Calculate new boiling point with change post-pressure change

[teroenza]

Homework Statement

Liquid X boils at 127C, at a pressure of 10.6*10^5 Pa. Its enthalpy of vaporization is 5000 J/mol. At what temperature will it boil if the pressure is raised to 1.08*10^5 Pa?

Homework Equations

\frac{dT}{dP}=\frac{l}{T(v_{B}-v_{A})}

The Attempt at a Solution

It seems so simple, but I don't know what to do about the specific volumes in the denominator. I have tried saying that because the second phase is a gas v_B>>v_A, neglecting v_A, then using the ideal gas equation to substitute for v_B = V_B/N = K*T_B/P_B.

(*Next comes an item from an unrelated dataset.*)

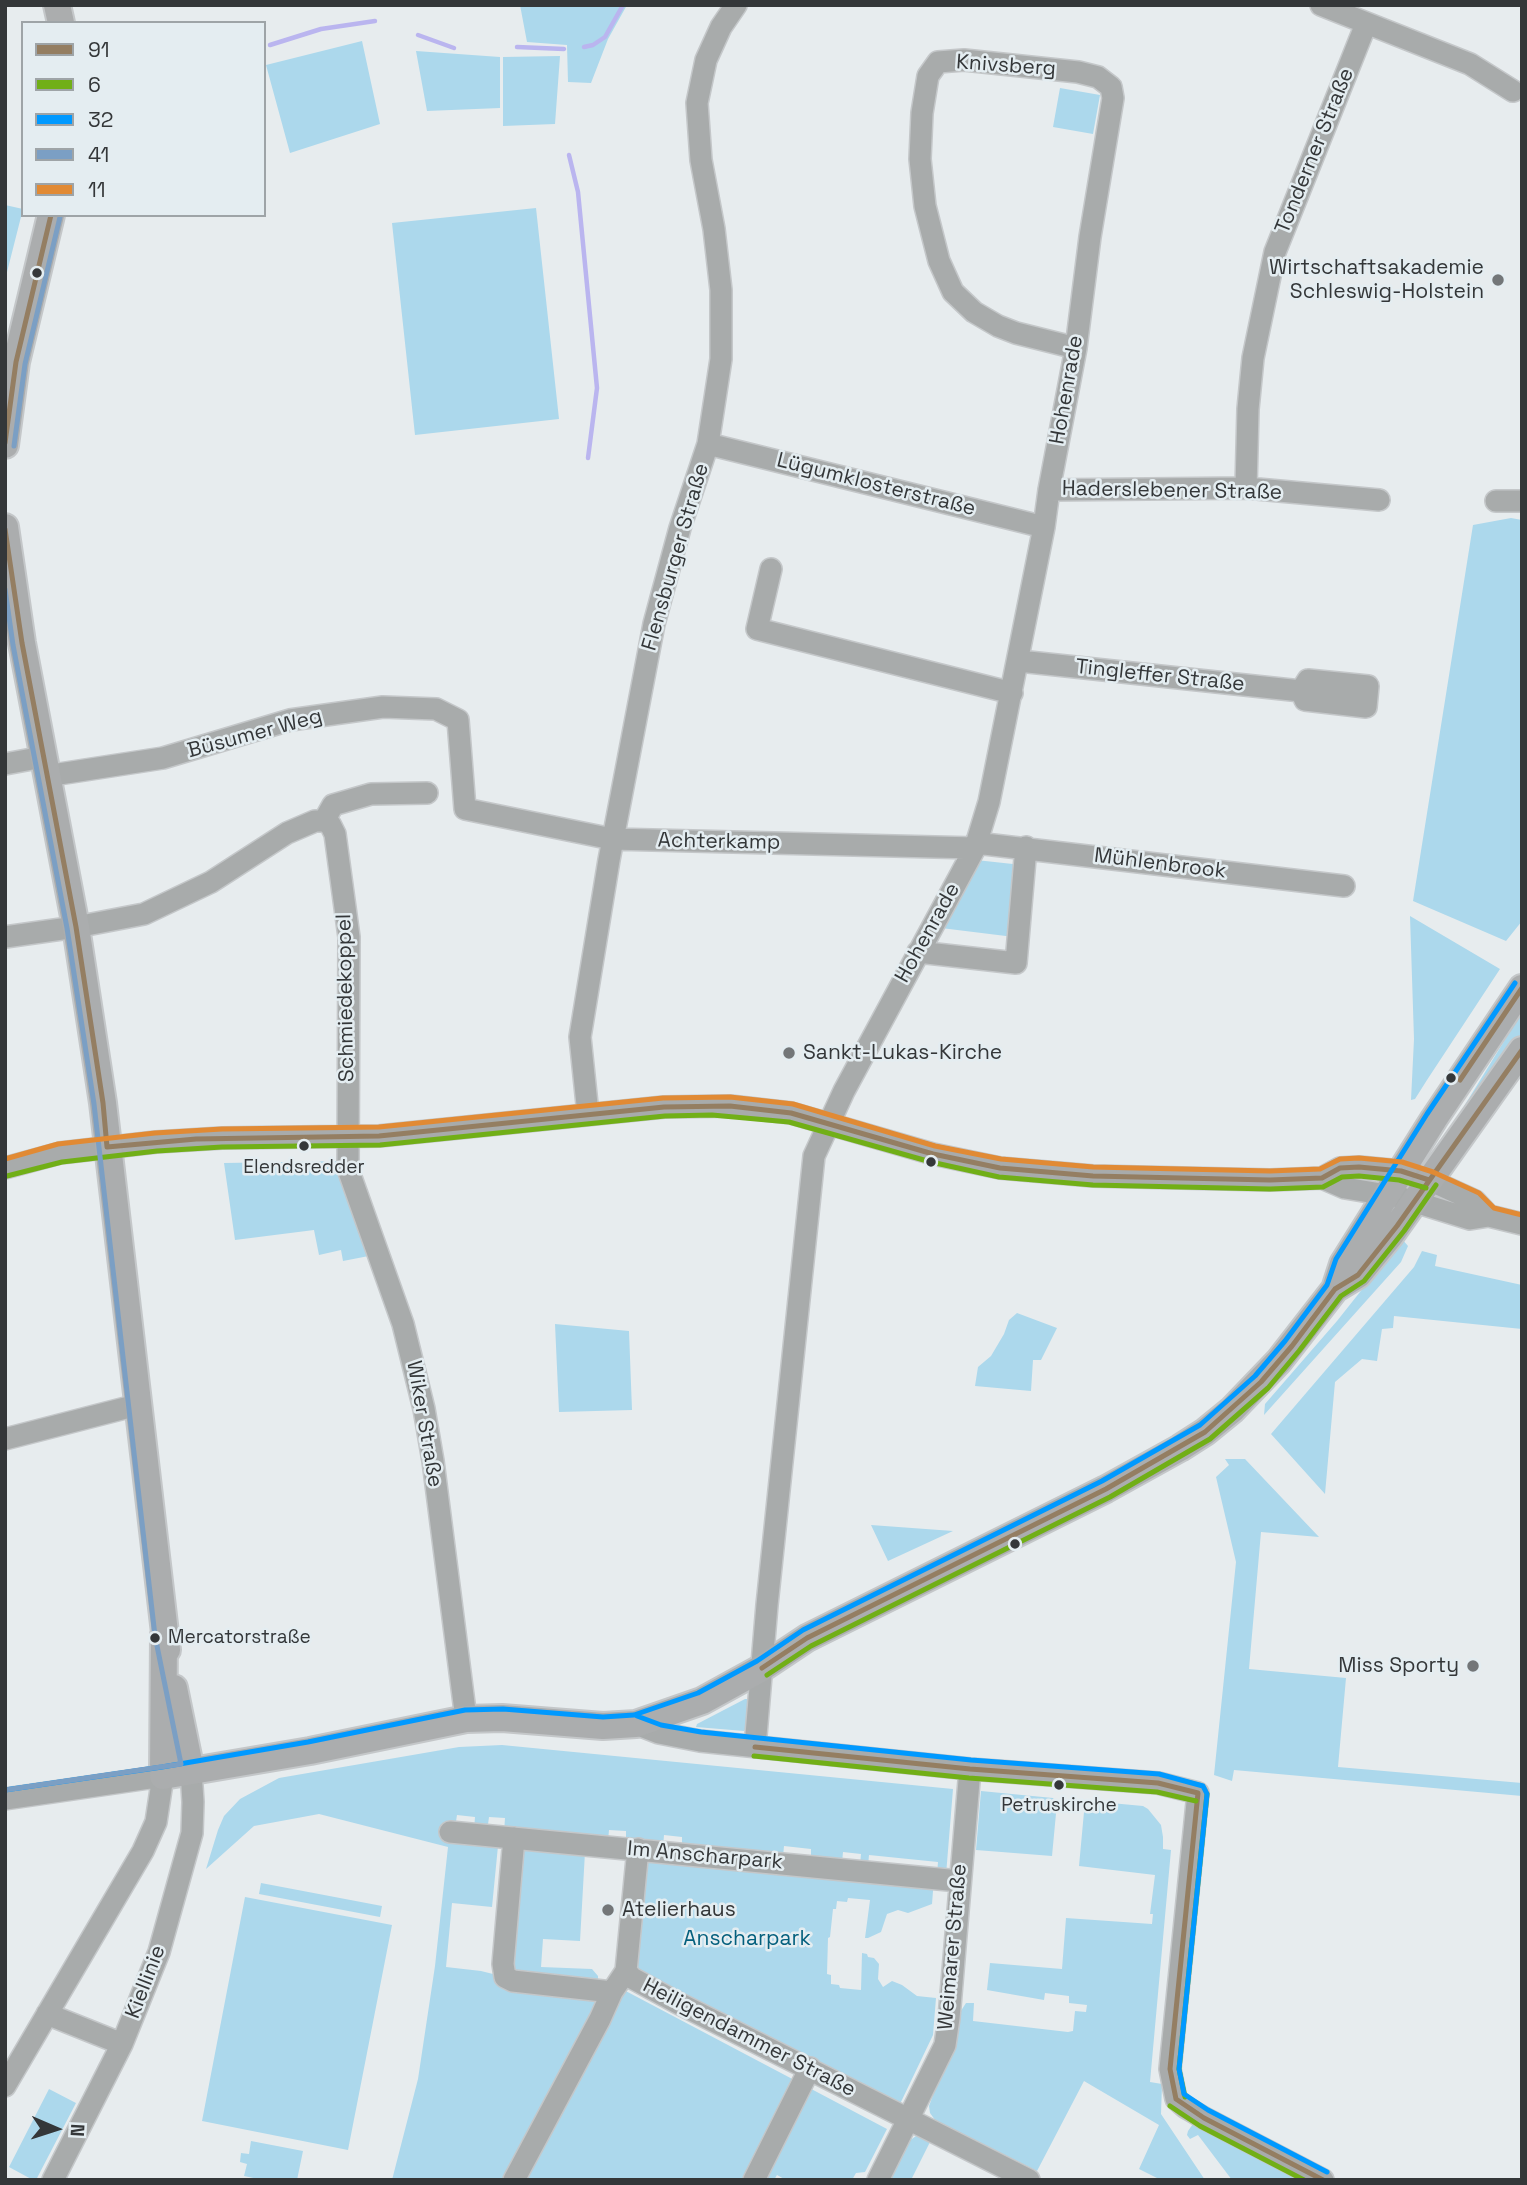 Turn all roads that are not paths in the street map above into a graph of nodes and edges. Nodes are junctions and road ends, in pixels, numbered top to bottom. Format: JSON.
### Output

I get T_B (final temp.) as about 4*10^13 K. Which has got to be way way off.

 

[Chestermiller]

Your Relevant Equation is incorrect. The left side is flipped upside down. Otherwise, you have the right idea.

Chet

 

[teroenza]

Thank you. I have tried solving dt/dp*(ΔP)=ΔT for Tb, using the approximation above (ideal gas law, v_B >> v_A), but get Tb ≈ Ta. Because of the small size of Boltzmann's constant, the term with it in the denominator dies.

\frac{dT}{dP} = \frac{k*T_{B}*T_{A}}{P_{B}*l}, It contains the initial temp. because I wanted the slope at the original temp.

\left\{\left\{\text{Tb}\to \frac{l \text{Pb} \text{Ta}}{k \text{Ta} (\text{Pa}-\text{Pb})+l \text{Pb}}\right\}\right\}

 

[teroenza]

Ok I got it. I looked at the relevant Wikipedia article. My problem was that I was using the wrong form of the ideal gas equation, and substituting Vb/n = R*Tb/Pb instead of using the general R*T/P. If I am substituting for vb, I don't get why I use general values (then integrate), instead of using the constants (with subscript "b").

 

[Chestermiller]

Ok I got it. I looked at the relevant Wikipedia article. My problem was that I was using the wrong form of the ideal gas equation, and substituting Vb/n = R*Tb/Pb instead of using the general R*T/P. If I am substituting for vb, I don't get why I use general values (then integrate), instead of using the constants (with subscript "b").

For a small change in pressure, it's OK, but, for a larger change in pressure, you have to integrate.